# Exivious tabs?



## penguin_316 (Aug 20, 2011)

Anyone bold enough to tab out some Exivious? Particularly, Time and Its Changes?


----------



## Fiction (Mar 30, 2014)

Buuuuump, anyone got any tabs from the new album?


----------



## ibruse (Apr 3, 2014)

I'll try to work on this... I'm not very familiar with the chord voicings, but i'll try.


----------



## JustMac (Apr 4, 2014)

Yeah there aren't too many out there. I tried to learn Deeply Woven but the lead lines are bloody fast. I pm'd Tymon about tabs and he said something was in the works. Don't know what he meant specifically, be it a tab book or stuff on their site. Hope its soon though!


----------



## Tymon (Jun 1, 2014)

It's hard to figure out stuff by ear, especially with how the new album was mixed. The guitars are all quad tracked and not panned left/right per part, but cross panned. So with all the layered chords it's nearly impossible to hear what's going on.
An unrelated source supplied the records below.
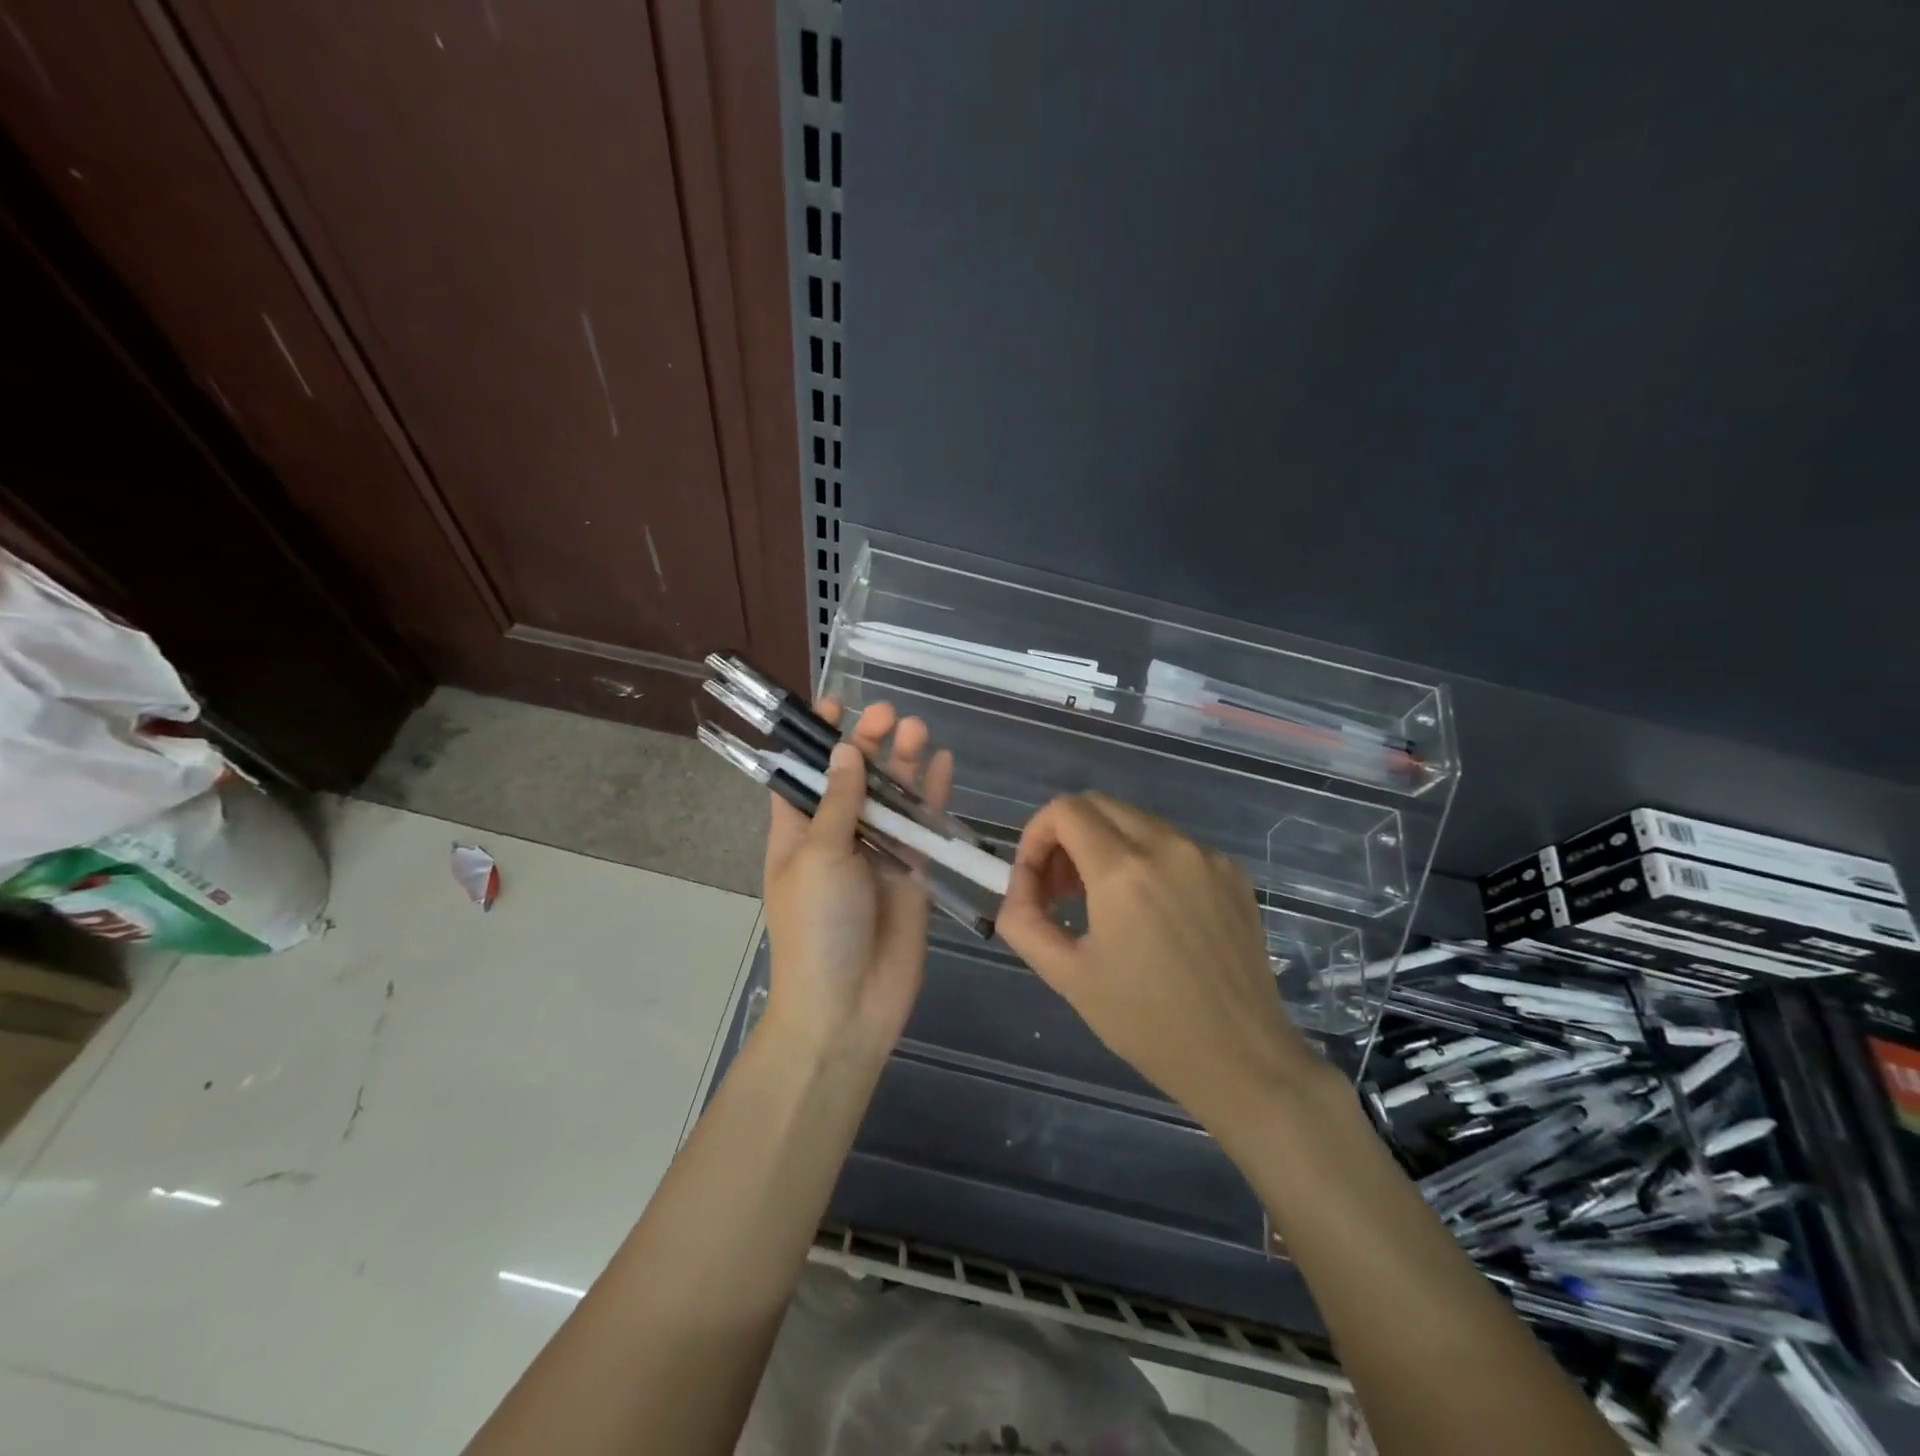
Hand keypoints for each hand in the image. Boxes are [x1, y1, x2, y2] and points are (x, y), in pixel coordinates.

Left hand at [762, 701, 951, 1064]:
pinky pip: (923, 826)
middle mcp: (836, 836)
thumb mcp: (820, 856)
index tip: (834, 704)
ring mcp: (877, 853)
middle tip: (889, 714)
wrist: (849, 1007)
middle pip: (854, 779)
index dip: (815, 739)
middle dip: (868, 743)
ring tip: (918, 729)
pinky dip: (932, 797)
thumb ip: (841, 802)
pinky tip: (943, 765)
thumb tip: (848, 750)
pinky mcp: (912, 871)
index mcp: (797, 831)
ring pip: (892, 797)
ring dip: (903, 763)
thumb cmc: (818, 927)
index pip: (802, 773)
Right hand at [996, 793, 1326, 1130]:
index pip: (1065, 811)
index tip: (1034, 882)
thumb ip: (1024, 920)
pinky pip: (1173, 845)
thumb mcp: (1067, 975)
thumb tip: (1019, 888)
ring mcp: (1206, 856)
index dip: (1035, 836)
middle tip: (1060, 891)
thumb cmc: (1147, 1023)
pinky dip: (1145, 860)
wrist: (1242, 1059)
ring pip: (1137, 822)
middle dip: (1066, 838)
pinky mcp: (1233, 873)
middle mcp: (1168, 847)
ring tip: (1101, 904)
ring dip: (1105, 847)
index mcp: (1124, 871)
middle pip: (1099, 805)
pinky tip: (1150, 914)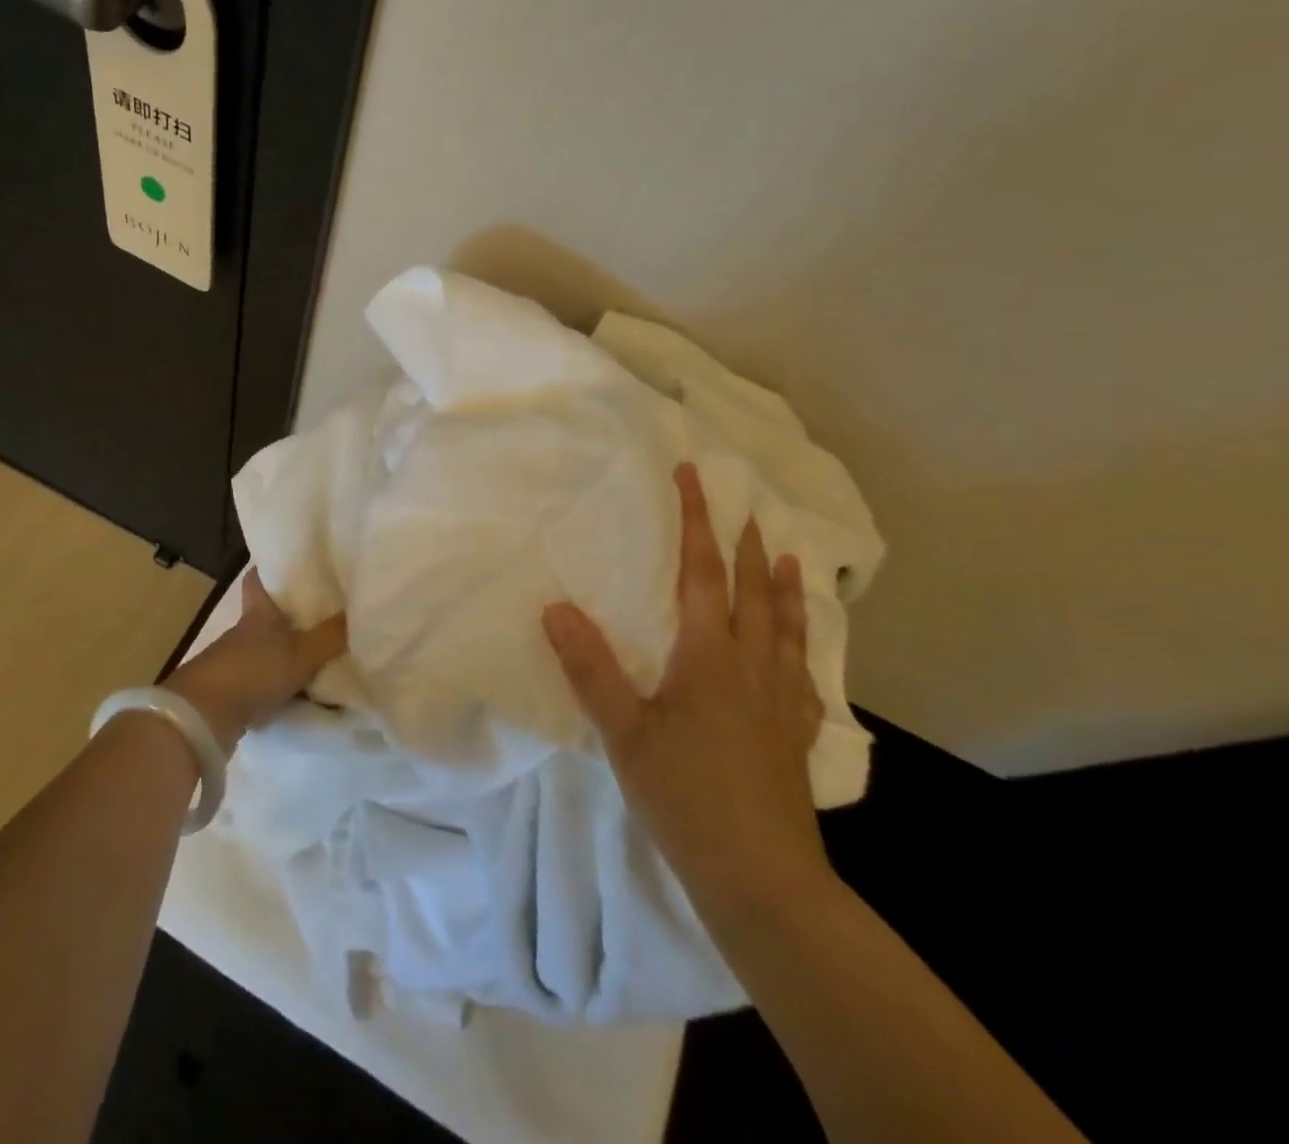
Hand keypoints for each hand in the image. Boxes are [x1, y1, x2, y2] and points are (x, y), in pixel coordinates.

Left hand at [164, 569, 346, 753]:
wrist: (204, 717)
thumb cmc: (253, 670)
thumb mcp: (301, 653)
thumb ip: (331, 636)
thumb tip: (363, 612)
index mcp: (258, 613)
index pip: (257, 580)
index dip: (269, 569)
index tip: (289, 562)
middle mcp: (245, 633)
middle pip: (268, 617)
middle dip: (292, 617)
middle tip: (326, 614)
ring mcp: (237, 663)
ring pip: (268, 651)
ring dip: (290, 655)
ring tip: (325, 657)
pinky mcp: (235, 693)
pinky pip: (267, 683)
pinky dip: (284, 686)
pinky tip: (307, 694)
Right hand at [541, 463, 830, 912]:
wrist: (761, 879)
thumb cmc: (684, 797)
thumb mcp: (623, 733)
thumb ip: (591, 668)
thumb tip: (556, 607)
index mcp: (709, 657)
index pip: (701, 573)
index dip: (696, 522)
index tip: (694, 477)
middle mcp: (751, 666)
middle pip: (752, 591)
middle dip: (746, 543)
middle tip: (747, 506)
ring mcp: (781, 701)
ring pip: (786, 627)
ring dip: (785, 586)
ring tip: (790, 556)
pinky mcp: (794, 734)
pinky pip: (802, 672)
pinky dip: (800, 644)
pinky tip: (800, 650)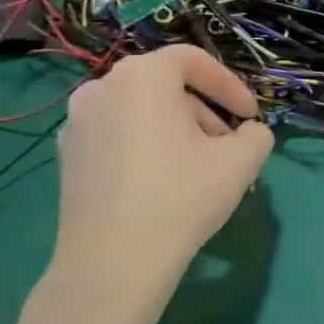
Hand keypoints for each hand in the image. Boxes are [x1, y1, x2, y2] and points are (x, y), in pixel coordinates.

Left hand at [47, 47, 272, 323]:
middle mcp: (102, 88)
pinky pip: (118, 135)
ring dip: (176, 128)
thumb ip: (257, 133)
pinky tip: (164, 182)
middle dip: (204, 110)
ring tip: (199, 166)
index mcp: (142, 76)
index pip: (193, 60)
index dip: (229, 84)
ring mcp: (76, 124)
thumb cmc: (182, 195)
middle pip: (166, 86)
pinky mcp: (66, 157)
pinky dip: (146, 145)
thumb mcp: (242, 160)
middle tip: (228, 144)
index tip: (249, 115)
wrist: (113, 262)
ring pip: (141, 111)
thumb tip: (247, 132)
Anyways, JustMac is right, we're working on getting the information out there in the form of videos and tabs, we're developing a platform for it right now. So keep your eyes out on our website this summer


----------



## Fiction (Jun 1, 2014)

Awesome, can't wait!

I've got most of alpha form leads jotted down in a notepad at home, if I find time I'll try and write a few up, but work schedule is pretty hectic at the moment.


----------